Pero algunos años después, en 2012, la historia fue distinta. El Cumbión sufrió un incendio que provocó daños totales, obligando a Godoy y a su familia a comenzar prácticamente desde cero.

El origen estuvo en una situación aparentemente cotidiana dentro de la cocina. “Resulta que el aceite con el agua hace como una explosión. El muchacho echó unas papas fritas y no las escurrió bien. El agua cayó en el aceite, pescó el techo, pescó todo y ahí se produjo el incendio mayor”, relata.

Pese al golpe, Godoy volvió a levantar el restaurante y hoy sus hijos ya forman parte del negocio. Para él, la continuidad de El Cumbión está asegurada en la familia. “Yo creo que ellos van a seguir.
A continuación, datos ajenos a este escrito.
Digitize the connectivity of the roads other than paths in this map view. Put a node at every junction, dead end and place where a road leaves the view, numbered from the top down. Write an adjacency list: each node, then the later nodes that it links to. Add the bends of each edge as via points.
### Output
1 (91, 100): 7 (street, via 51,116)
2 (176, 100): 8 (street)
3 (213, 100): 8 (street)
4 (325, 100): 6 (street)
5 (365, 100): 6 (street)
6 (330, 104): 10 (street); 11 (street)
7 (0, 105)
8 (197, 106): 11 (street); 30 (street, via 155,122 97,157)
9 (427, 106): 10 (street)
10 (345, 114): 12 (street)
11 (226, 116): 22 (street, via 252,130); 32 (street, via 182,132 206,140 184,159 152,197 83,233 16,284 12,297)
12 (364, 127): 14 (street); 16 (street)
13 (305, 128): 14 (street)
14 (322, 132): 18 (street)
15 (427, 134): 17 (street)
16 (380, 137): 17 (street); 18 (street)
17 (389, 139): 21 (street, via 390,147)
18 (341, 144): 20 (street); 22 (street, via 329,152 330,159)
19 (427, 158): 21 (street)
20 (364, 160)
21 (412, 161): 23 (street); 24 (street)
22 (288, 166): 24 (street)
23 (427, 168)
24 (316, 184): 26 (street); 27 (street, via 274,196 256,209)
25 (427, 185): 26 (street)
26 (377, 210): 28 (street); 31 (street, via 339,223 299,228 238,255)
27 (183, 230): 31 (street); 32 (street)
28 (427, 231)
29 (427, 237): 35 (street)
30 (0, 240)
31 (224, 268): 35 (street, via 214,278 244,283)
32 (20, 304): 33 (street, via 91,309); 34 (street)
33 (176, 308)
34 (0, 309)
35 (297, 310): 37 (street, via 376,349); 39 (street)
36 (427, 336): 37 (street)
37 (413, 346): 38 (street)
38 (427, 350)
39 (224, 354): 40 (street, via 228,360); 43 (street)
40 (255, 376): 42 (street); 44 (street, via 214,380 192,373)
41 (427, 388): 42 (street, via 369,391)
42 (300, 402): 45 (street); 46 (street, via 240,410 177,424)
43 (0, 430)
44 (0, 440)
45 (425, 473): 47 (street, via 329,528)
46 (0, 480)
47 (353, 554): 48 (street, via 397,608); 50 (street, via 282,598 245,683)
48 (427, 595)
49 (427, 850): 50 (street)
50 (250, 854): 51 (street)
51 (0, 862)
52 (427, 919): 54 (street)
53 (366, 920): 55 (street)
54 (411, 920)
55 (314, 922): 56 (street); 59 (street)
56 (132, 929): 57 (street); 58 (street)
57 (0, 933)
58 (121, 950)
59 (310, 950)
Ya aprendieron mi sistema, respetan los horarios que hay aquí, todas esas cosas. Hay que seguir trabajando”, afirma.

Y aunque lleva 55 años al frente del restaurante, el retiro tampoco parece estar entre sus planes. Godoy sigue llegando todos los días, acompañado por su hija, que lo lleva y lo recoge cuando termina la jornada.

“¿Qué saco con quedarme en el departamento? Me vengo acá todos los días”, dice. Su rutina, asegura, se mantiene prácticamente intacta: “Me va a buscar mi hija y después me va a dejar en la tarde, en la noche, cuando cerramos. Y así, todos los días””, cierra.